Flume

2日ほどご無沙汰しておりました。激務&深酒でお休みしておりました。

しかし先週は何だか大変だったのだが、まあ仕事がマザファカだったのは言うまでもないが、別にそんなことはどうでもよく、リアルに大変だったことがある。

ある日せんべいを食べた後、毎度のことなのだが私の奥歯にはよくモノが挟まるのでガムを噛んでそれを取ろうとしていたのだった。そうしたら、いつもとは違う違和感に襲われ、集中的に奥歯の一点でのみ強く噛み続けてみたのだがガムを取り出してみたら何だか固いものがいかにも取れました、的な風情であったのだ。

それ以降、何だか舌で上の奥歯を探ってみるとぼっこりと風穴のようなものが空いているのがわかった。つまり、詰め物が取れてしまったのである。ということで歯医者に行かなければいけない羽目になってしまったのである。しかしここで一つ問題があって、実は私は20年間歯医者に行っていないのである。最後に歯医者に行ったのはWireの「A Bell Is A Cup...Until It Is Struck」A Bell Is a Cup...Until It Is Struckがリリースされて、そして聴きまくっていた頃である。だから中学生だったわけで、中学校のすぐ脇にある歯医者に通っていたのである。今、その歯医者があった一画はすっかりマンションになってしまっている。従って新規開拓をしないといけないわけである、歯医者の。

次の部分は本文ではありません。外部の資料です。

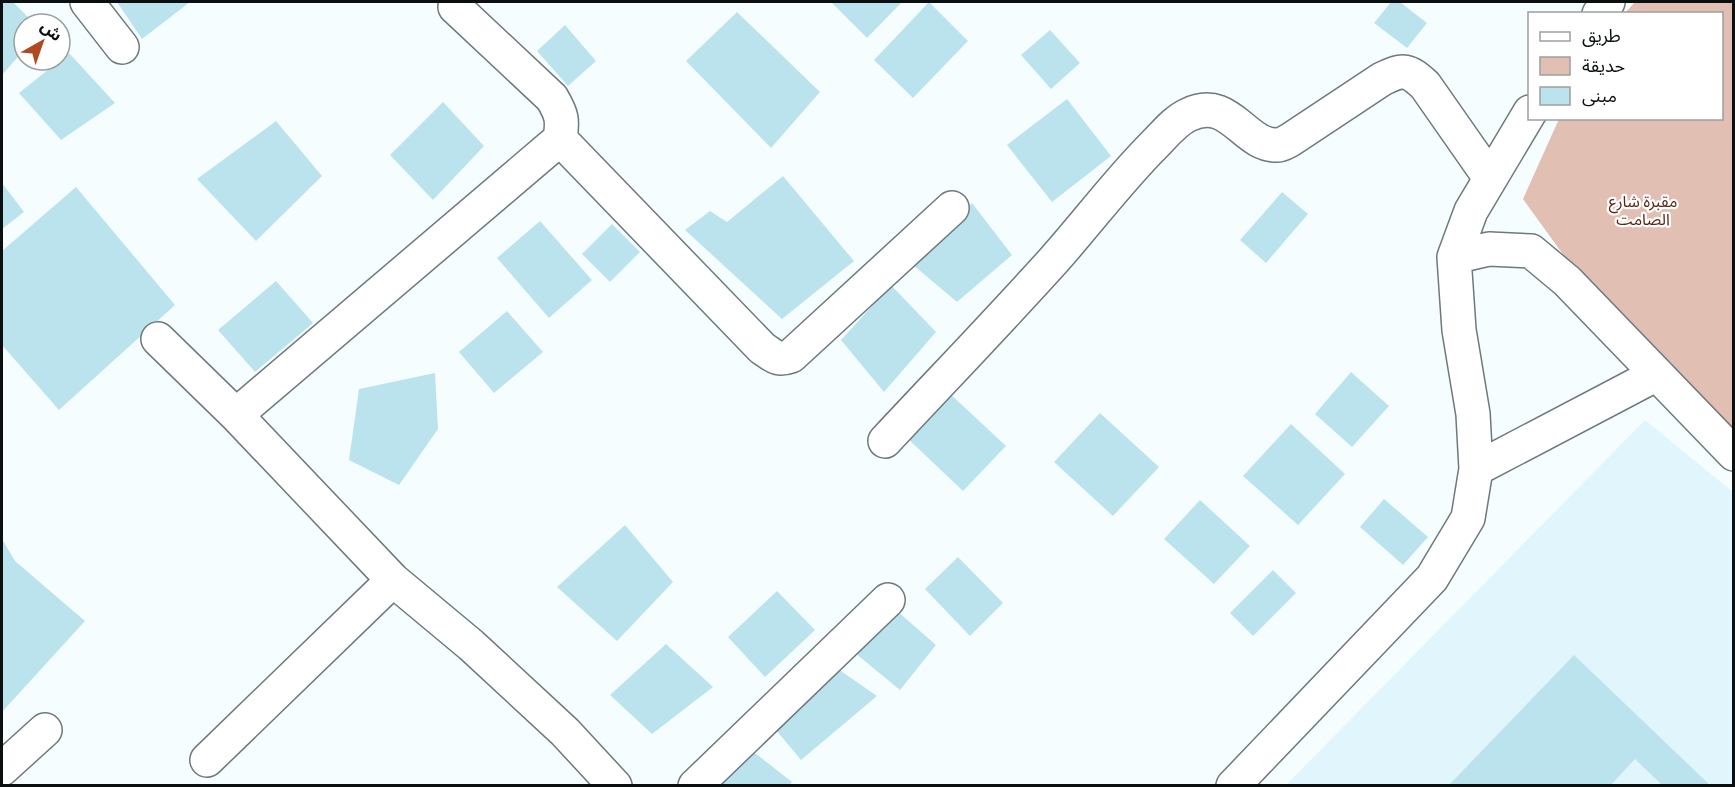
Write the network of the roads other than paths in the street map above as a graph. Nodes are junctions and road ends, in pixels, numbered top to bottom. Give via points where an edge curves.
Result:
1 (87, 2) edge
2 (455, 7) dead end
3 (122, 46) dead end
4 (1528, 115) edge
5 (560, 140) junction
6 (1490, 178) junction
7 (952, 208) dead end
8 (1454, 258) junction
9 (158, 339) dead end
10 (1657, 374) junction
11 (236, 415) junction
12 (885, 441) dead end
13 (1734, 454) edge
14 (1476, 469) junction
15 (393, 580) junction
16 (888, 600) dead end
17 (45, 730) dead end
18 (207, 760) dead end
19 (2, 769) edge
20 (615, 786) edge
21 (695, 786) edge
22 (1233, 786) edge

1 - 3 street
2 - 5 street via 552,98 563,123
4 - 6 street
5 - 7 street via 762,348 782,359 791,356
5 - 11 street
6 - 8 street via 1471,211
6 - 12 street via 1425,85 1404,71 1382,78 1279,145 1259,140 1214,110 1189,115 1135,164 1054,260
8 - 10 street via 1489,249 1531,251 1567,281
8 - 14 street
9 - 11 street
10 - 13 street
10 - 14 street
11 - 15 street
14 - 22 street via 1468,518 1432,578
15 - 18 street
15 - 20 street via 565,732
16 - 21 street
17 - 19 street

レコ屋の新規開拓はノリノリなのであるが、病院の、しかも20年間無縁だった歯医者の新規開拓だなんて、と大層気が重い日々である。一発驚異的な自然治癒力で、とか馬鹿な夢想が頭を過ぎるが、歯に関してはそれは無理である、ということを知らないほど馬鹿ではない私であるからして、今週は歯医者にすごすごと行かざるを得ないであろう。

しかし今年に入り、耳鼻科に皮膚科、ついでに歯医者、と1年の半分が過ぎたあたりで3種の病院に行く羽目になるとやはり医療費の問題とか、色々国の無策ぶりについて真剣に考えざるを得なくなる。国を動かす人間は金を持っていない人で、健康ではない人でないときちんとした国の動かし方は出来ないのではないだろうか、という自論を固めつつある昨今の私である。

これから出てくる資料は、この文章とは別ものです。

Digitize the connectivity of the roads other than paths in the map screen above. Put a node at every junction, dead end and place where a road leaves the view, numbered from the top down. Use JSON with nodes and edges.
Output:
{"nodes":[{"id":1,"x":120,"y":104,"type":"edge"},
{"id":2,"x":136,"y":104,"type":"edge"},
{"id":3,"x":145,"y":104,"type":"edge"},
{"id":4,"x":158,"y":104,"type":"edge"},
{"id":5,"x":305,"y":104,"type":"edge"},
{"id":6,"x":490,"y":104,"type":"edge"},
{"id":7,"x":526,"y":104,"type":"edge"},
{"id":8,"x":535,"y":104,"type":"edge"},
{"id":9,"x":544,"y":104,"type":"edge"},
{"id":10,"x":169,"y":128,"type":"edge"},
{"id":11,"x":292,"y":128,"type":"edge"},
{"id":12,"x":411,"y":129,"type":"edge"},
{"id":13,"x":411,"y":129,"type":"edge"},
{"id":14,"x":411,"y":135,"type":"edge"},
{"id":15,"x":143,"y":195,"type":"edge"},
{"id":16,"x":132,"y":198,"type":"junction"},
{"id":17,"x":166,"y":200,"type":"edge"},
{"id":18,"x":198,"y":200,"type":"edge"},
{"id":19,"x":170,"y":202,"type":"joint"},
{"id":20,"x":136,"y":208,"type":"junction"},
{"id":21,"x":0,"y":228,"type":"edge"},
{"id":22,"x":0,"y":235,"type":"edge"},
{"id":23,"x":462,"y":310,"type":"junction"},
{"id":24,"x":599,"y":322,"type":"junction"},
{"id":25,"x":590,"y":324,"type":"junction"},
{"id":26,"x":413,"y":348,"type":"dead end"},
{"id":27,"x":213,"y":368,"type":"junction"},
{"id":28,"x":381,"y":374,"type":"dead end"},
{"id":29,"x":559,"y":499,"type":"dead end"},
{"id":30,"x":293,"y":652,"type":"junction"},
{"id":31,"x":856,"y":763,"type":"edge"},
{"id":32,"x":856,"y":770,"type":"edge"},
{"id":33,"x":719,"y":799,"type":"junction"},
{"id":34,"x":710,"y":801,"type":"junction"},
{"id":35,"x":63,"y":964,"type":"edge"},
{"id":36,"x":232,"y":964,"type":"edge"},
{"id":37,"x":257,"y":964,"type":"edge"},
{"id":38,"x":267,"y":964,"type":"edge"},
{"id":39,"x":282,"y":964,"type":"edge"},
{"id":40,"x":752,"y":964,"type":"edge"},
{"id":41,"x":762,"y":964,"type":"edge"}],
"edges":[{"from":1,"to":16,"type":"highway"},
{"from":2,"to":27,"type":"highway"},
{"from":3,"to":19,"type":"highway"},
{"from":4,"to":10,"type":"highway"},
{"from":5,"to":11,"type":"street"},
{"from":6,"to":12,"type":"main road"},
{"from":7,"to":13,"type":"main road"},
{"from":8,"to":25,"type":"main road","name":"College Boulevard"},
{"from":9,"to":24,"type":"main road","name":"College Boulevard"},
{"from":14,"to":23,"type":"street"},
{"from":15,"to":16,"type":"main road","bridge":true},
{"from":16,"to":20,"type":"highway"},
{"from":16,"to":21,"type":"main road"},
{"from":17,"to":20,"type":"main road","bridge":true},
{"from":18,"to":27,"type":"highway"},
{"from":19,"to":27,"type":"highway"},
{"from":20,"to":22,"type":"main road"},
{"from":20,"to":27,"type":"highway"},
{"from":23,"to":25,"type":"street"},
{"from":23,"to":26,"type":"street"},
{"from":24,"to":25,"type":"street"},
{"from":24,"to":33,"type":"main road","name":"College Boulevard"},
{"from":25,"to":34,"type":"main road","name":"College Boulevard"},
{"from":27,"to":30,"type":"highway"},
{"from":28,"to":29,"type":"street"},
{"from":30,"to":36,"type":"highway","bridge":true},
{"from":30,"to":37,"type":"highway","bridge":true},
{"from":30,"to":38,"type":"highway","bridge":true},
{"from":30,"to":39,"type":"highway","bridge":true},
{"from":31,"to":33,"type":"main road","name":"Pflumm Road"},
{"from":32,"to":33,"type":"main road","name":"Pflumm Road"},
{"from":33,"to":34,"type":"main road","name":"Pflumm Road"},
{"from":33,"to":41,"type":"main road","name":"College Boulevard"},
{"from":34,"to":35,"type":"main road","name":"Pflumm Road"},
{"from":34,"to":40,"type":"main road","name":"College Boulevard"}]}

Bon Iverの「For Emma, Forever Ago」を聴く。ファーストアルバム、なのだろうか。Justin Vernonという方のソロユニットである。UKでは4AD、USではJagjaguwarからのリリース、というだけで間違いがないような気がするが、やっぱり間違いはない音である。基本的にはアクースティックギターの弾き語り系、というシンガーソングライターのアルバムはかくあるべし、的作品かと思いきやそれだけではなく非常に控えめな打ち込みのドラムが鳴っている曲もあったり、結構アイディアは多彩に詰め込まれていてどの曲もそれぞれ何だか靄に包まれたような空気感が共通しているものの、意外に印象は異なる。しかしどの曲もJustin氏のファルセット声がばしっと全体を締めている。中には多重録音で彼の声がこちらに思いっきり迫ってくるような感じの曲まであって、実に自分でもポイントをわかっているのであろう、という気にさせられたりする。Neil Youngを想起させるような高い声であるが、これがですね、猛烈に哀感を湛えた声でやられる。普通に良い曲と控えめなバッキング、という実にシンプルな作品であるが、この声と空気感で一度聴いたら忘れられないような強烈な印象をこちらに残していく。世の中色々な音楽はあるし、どんな音楽でも良いものは良いのであるが、このようにシンプルだけれどもそれでも強烈な音楽、というのがもしかしたら一番強度はあるのかも知れない。そんな大袈裟なことを考えてしまうくらい、良すぎるアルバムである。M.WardとかThe Mountain Goatsとかの最近の4ADの傾向を考えると、実に納得の行く1枚。泣けるな、しかし。